Selon ce qui a été rapporté, le moteur a subi une perte de puissance, car le régime du rotor principal a chuté à une valeur comprise entre 270 et 335 tr/min, inclusivement, et l'avertisseur bas régime rotor a retenti lorsque le pilote a tiré sur le collectif pendant le virage. La réaction normale d'un pilote, en fonction de l'entraînement qu'il a reçu, est de tirer sur le collectif lorsqu'il entre brusquement dans un courant descendant aux alentours de la vitesse de vol stationnaire, alors qu'il se trouve près du sol, en particulier s'il vient d'abaisser le collectif juste avant d'entrer dans ce courant descendant. Il est possible que le fait de tirer trop fort sur le collectif pendant l'interruption de l'approche ait entraîné un pas excessif des pales du rotor principal et ainsi provoqué une baisse du régime rotor. Le retentissement de courte durée de l'avertisseur bas régime rotor, qui s'est tu par la suite, signifiait que le régime du rotor principal avait chuté sous le seuil d'activation de cet avertisseur, puis qu'il avait immédiatement augmenté à une valeur supérieure à ce seuil. Il aurait fallu une puissance moteur considérable pour que le régime du rotor permette le redressement de l'hélicoptère uniquement grâce à un léger abaissement du collectif. Le bruit généré par l'accélération du moteur, les dommages aux pales du rotor principal ainsi que le fait que le moteur a continué de tourner après l'immobilisation de l'hélicoptère écartent toute hypothèse de panne moteur. De plus, le fait qu'aucune défaillance n'ait été décelée au cours de l'examen ainsi que des essais du moteur et de ses composants laisse croire qu'il est peu probable qu'il y ait eu perte de puissance.

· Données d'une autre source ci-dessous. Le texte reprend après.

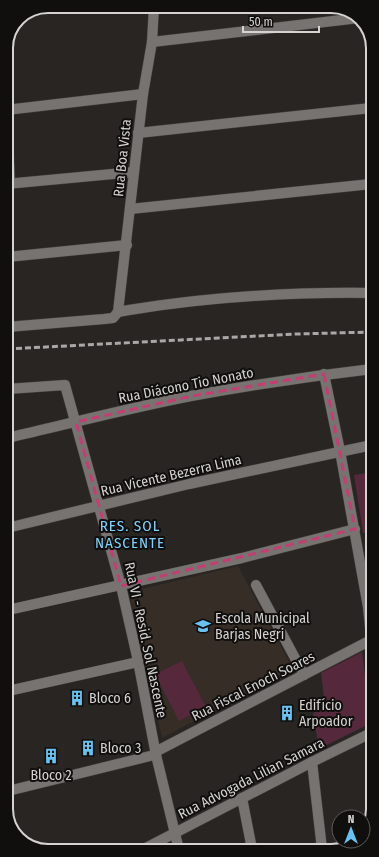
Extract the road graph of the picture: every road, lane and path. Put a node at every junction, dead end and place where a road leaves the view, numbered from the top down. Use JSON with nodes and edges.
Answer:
{"nodes":[{"id":1,"x":154,"y":13,"type":"edge"},
{"id":2,"x":350,"y":19,"type":"edge"},
{"id":3,"x":152,"y":42,"type":"junction"},
{"id":4,"x":143,"y":94,"type":"junction"},
{"id":5,"x":13,"y":108,"type":"edge"},
{"id":6,"x":366,"y":109,"type":"edge"},
{"id":7,"x":138,"y":133,"type":"junction"},
{"id":8,"x":134,"y":172,"type":"junction"},
{"id":9,"x":13,"y":184,"type":"edge"},
{"id":10,"x":366,"y":185,"type":"edge"},
{"id":11,"x":130,"y":209,"type":"junction"},
{"id":12,"x":126,"y":245,"type":"junction"},
{"id":13,"x":13,"y":256,"type":"edge"},
{"id":14,"x":366,"y":293,"type":"edge"},
{"id":15,"x":118,"y":312,"type":"junction"},
{"id":16,"x":13,"y":327,"type":"edge"},
{"id":17,"x":366,"y":370,"type":"edge"},
{"id":18,"x":324,"y":374,"type":"junction"},
{"id":19,"x":13,"y":389,"type":"edge"},
{"id":20,"x":76,"y":422,"type":"junction"},
{"id":21,"x":13,"y":437,"type":"edge"},
{"id":22,"x":366,"y":445,"type":"edge"},
{"id":23,"x":340,"y":451,"type":"junction"},
{"id":24,"x":98,"y":505,"type":"junction"},
{"id":25,"x":13,"y":527,"type":"edge"},
{"id":26,"x":355,"y":529,"type":"junction"},
{"id":27,"x":256,"y":585,"type":"dead end"},
{"id":28,"x":121,"y":586,"type":"junction"},
{"id":29,"x":366,"y":586,"type":"edge"},
{"id":30,"x":13,"y":609,"type":"edge"},
{"id":31,"x":366,"y":643,"type":"edge"},
{"id":32,"x":138,"y":662,"type":"junction"},
{"id":33,"x":304,"y":675,"type":"junction"},
{"id":34,"x":13,"y":690,"type":"edge"},
{"id":35,"x":366,"y":735,"type":"edge"},
{"id":36,"x":155,"y":754,"type":"junction"},
{"id":37,"x":312,"y":762,"type":"junction"},
{"id":38,"x":13,"y":790,"type":"edge"},
{"id":39,"x":242,"y":798,"type":"junction"},
{"id":40,"x":175,"y":833,"type":"junction"},
{"id":41,"x":154,"y":844,"type":"edge"},
{"id":42,"x":178,"y":844,"type":"edge"},
{"id":43,"x":251,"y":844,"type":"edge"},
{"id":44,"x":321,"y":844,"type":"edge"}],
"edges":[{"from":1,"to":3,"type":"street","name":"Rua Boa Vista"},
{"from":2,"to":3,"type":"street"},
{"from":3,"to":4,"type":"street","name":"Rua Boa Vista"},
{"from":4,"to":5,"type":"street"},
{"from":4,"to":7,"type":"street","name":"Rua Boa Vista"},
{"from":6,"to":7,"type":"street"},
{"from":7,"to":8,"type":"street","name":"Rua Boa Vista"},
{"from":8,"to":9,"type":"street"},
{"from":8,"to":11,"type":"street","name":"Rua Boa Vista"},
{"from":10,"to":11,"type":"street"},
{"from":11,"to":12,"type":"street","name":"Rua Boa Vista"},
{"from":12,"to":13,"type":"street"},
{"from":12,"to":15,"type":"street","name":"Rua Boa Vista"},
{"from":14,"to":15,"type":"street"},
{"from":15,"to":16,"type":"street"},
{"from":17,"to":18,"type":"street","name":"Rua Diácono Tio Nonato"},
{"from":18,"to":20,"type":"street","name":"Rua Diácono Tio Nonato"},
{"from":18,"to":23,"type":"street"},
{"from":19,"to":20,"type":"street","name":"Rua VI - Resid. Sol Nascente"},
{"from":20,"to":21,"type":"street","name":"Rua Diácono Tio Nonato"},
{"from":20,"to":24,"type":"street","name":"Rua VI - Resid. Sol Nascente"},
{"from":22,"to":23,"type":"street","name":"Rua Vicente Bezerra Lima"},
{"from":23,"to":24,"type":"street","name":"Rua Vicente Bezerra Lima"},
{"from":23,"to":26,"type":"street"},
{"from":24,"to":25,"type":"street","name":"Rua Vicente Bezerra Lima"},
{"from":24,"to":28,"type":"street","name":"Rua VI - Resid. Sol Nascente"},
{"from":26,"to":28,"type":"street"},
{"from":26,"to":29,"type":"street"},
{"from":27,"to":33,"type":"street"},
{"from":28,"to":30,"type":"street"},
{"from":28,"to":32,"type":"street","name":"Rua VI - Resid. Sol Nascente"},
{"from":31,"to":33,"type":"street","name":"Rua Fiscal Enoch Soares"},
{"from":32,"to":34,"type":"street"},
{"from":32,"to":36,"type":"street","name":"Rua VI - Resid. Sol Nascente"},
{"from":33,"to":36,"type":"street","name":"Rua Fiscal Enoch Soares"},
{"from":35,"to":37,"type":"street","name":"Rua Advogada Lilian Samara"},
{"from":36,"to":38,"type":"street","name":"Rua Fiscal Enoch Soares"},
{"from":36,"to":40,"type":"street","name":"Rua VI - Resid. Sol Nascente"},
{"from":37,"to":39,"type":"street","name":"Rua Advogada Lilian Samara"},
{"from":37,"to":44,"type":"street"},
{"from":39,"to":40,"type":"street","name":"Rua Advogada Lilian Samara"},
{"from":39,"to":43,"type":"street"},
{"from":40,"to":41,"type":"street","name":"Rua Advogada Lilian Samara"},
{"from":40,"to":42,"type":"street","name":"Rua VI - Resid. Sol Nascente"}]}
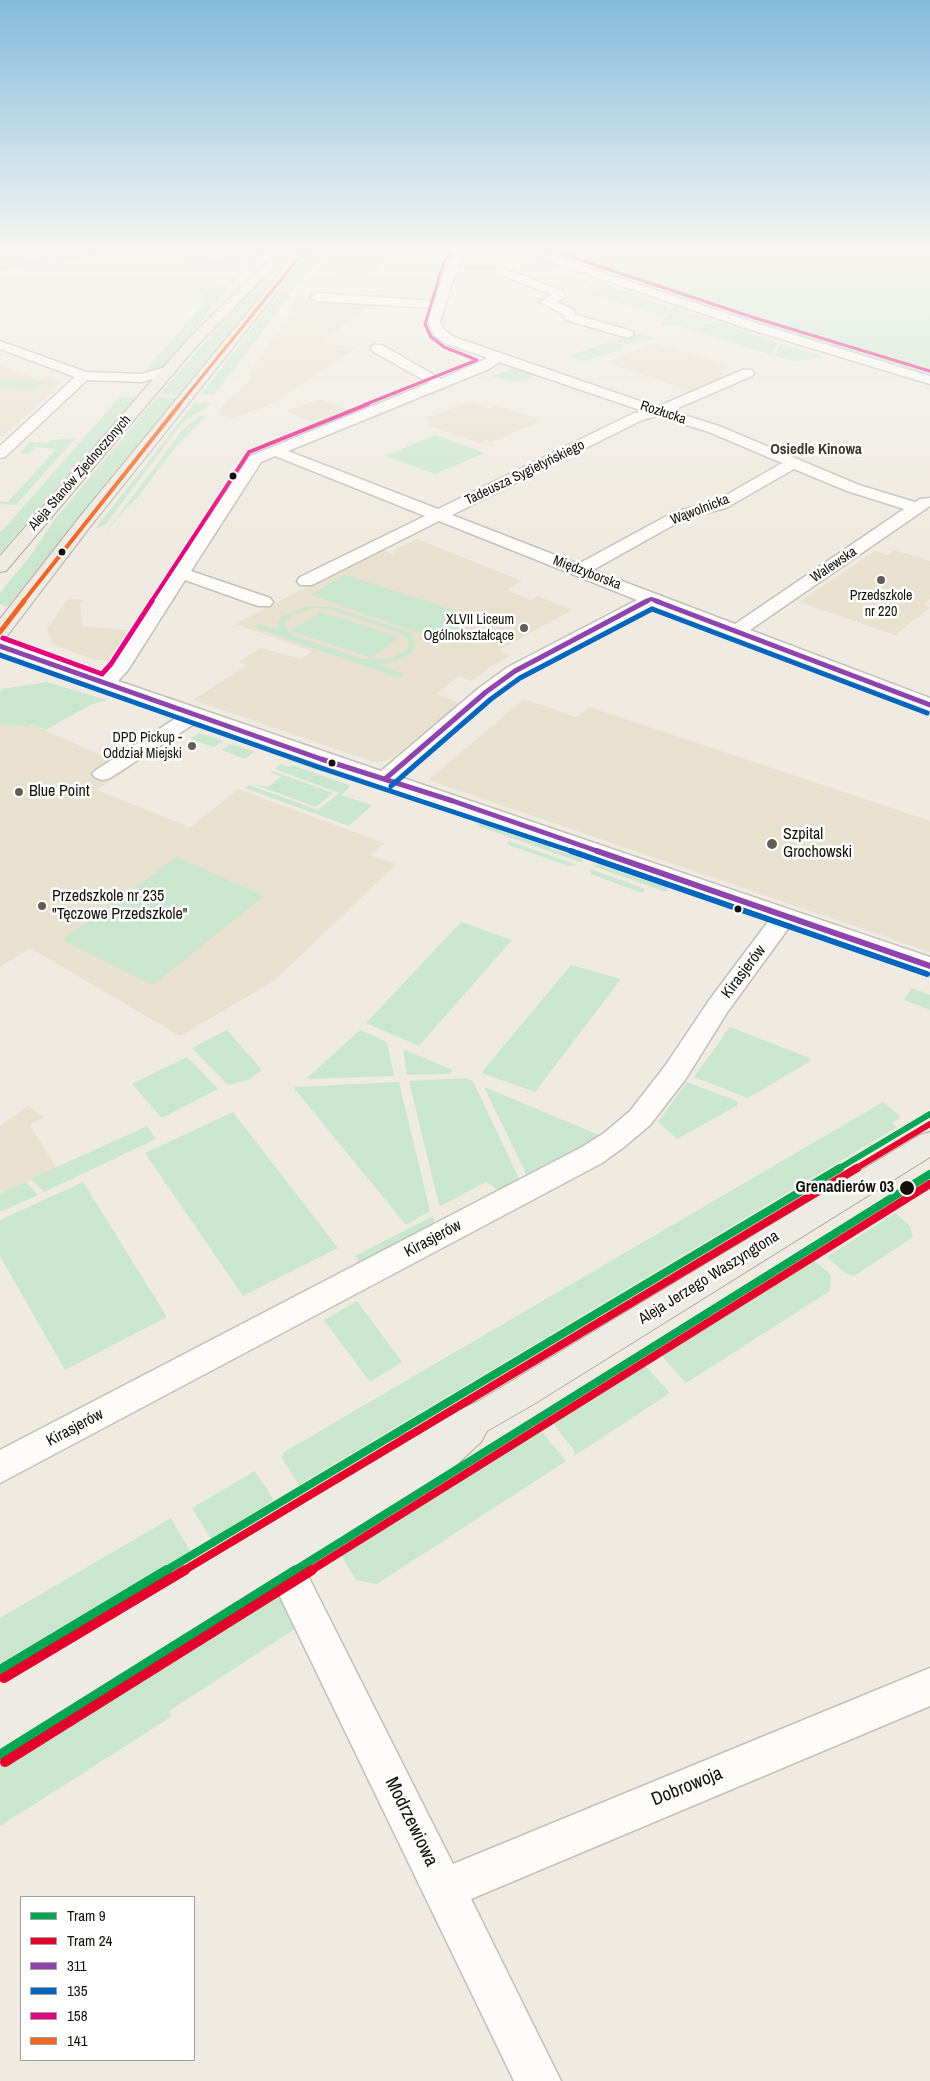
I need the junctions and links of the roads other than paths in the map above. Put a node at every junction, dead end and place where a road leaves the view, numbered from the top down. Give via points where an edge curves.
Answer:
1 (6, 347) edge
2 (188, 347) edge
3 (226, 347) edge
4 (468, 347) edge
5 (822, 347) edge
6 (377, 348) dead end
7 (492, 356) junction
8 (169, 370) junction
9 (747, 373) dead end
10 (84, 376) junction
11 (119, 379) junction
12 (930, 380) edge
13 (440, 384) junction
14 (151, 392) junction
15 (658, 412) junction
16 (7, 440) edge
17 (273, 450) junction
18 (0, 454) edge
19 (793, 463) junction
20 (923, 503) edge
21 (438, 515) junction
22 (0, 567) edge
23 (580, 570) junction
24 (180, 573) junction
25 (306, 581) dead end
26 (651, 599) junction
27 (264, 602) dead end
28 (737, 631) junction
29 (0, 632) edge
30 (0, 646) edge
31 (104, 684) junction
32 (930, 705) edge
33 (194, 715) junction
34 (103, 774) dead end
35 (386, 780) junction
36 (785, 916) junction
37 (930, 966) edge
38 (930, 1143) edge
39 (489, 1413) junction
40 (0, 1467) edge
41 (283, 1564) junction
42 (930, 1687) edge
43 (0, 1695) edge
44 (0, 1738) edge
45 (444, 1889) junction
46 (538, 2081) edge

1 - 10 street
2 - 8 main road, Aleja Stanów Zjednoczonych
3 - 29 main road, Aleja Stanów Zjednoczonych
4 - 7 street, Rozłucka
5 - 12 street
6 - 13 street
7 - 13 street via 493,360 484,366
7 - 15 street, Rozłucka
8 - 11 street via 142,378
8 - 14 main road, Aleja Stanów Zjednoczonych
9 - 15 street, Tadeusza Sygietyńskiego
10 - 11 street
10 - 16 street
11 - 14 street via 139,382
13 - 17 street
14 - 22 main road, Aleja Stanów Zjednoczonych
15 - 19 street, Rozłucka via 714,429
15 - 21 street, Tadeusza Sygietyńskiego via 637,417
16 - 18 street
17 - 21 street, Międzyborska
17 - 24 street via 249,466
19 - 20 street, Rozłucka via 854,488
19 - 23 street, Wąwolnicka via 720,505 680,515
20 - 28 street, Walewska
21 - 23 street, Międzyborska
21 - 25 street, Tadeusza Sygietyńskiego
23 - 26 street, Międzyborska
24 - 27 street
24 - 31 street via 118,670
26 - 28 street, Międzyborska
26 - 35 street via 515,671 486,692
28 - 32 street, Międzyborska
30 - 31 street
31 - 33 street
33 - 34 street
33 - 35 street
35 - 36 street
36 - 37 street
36 - 40 street, Kirasjerów via 718,1005 675,1073 640,1118 592,1155
38 - 39 main road, Aleja Jerzego Waszyngtona
39 - 41 main road, Aleja Jerzego Waszyngtona via 407,1487
39 - 43 main road, Aleja Jerzego Waszyngtona via 389,1459
41 - 44 main road, Aleja Jerzego Waszyngtona
41 - 45 street, Modrzewiowa
42 - 45 street, Dobrowoja
45 - 46 street, Modrzewiowa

Faits établis quant aux causes et aux facteurs contributifs

  1. Le pilote a tenté d'atterrir dans un vent qui dépassait probablement les limites de performance de l'hélicoptère.
  2. Au cours de la deuxième approche, le pilote a rencontré de forts courants descendants ou un cisaillement du vent qu'il n'avait pas rencontrés lors de la première approche, et il a été incapable de maîtriser adéquatement l'hélicoptère.

Le présent rapport met fin à l'enquête du Bureau de la sécurité des transports du Canada (BST) sur cet accident. Le Bureau a autorisé la publication du rapport le 14 mai 2003.


1. Les heures sont exprimées en heure normale des Rocheuses (temps universel coordonné moins sept heures) sauf indication contraires.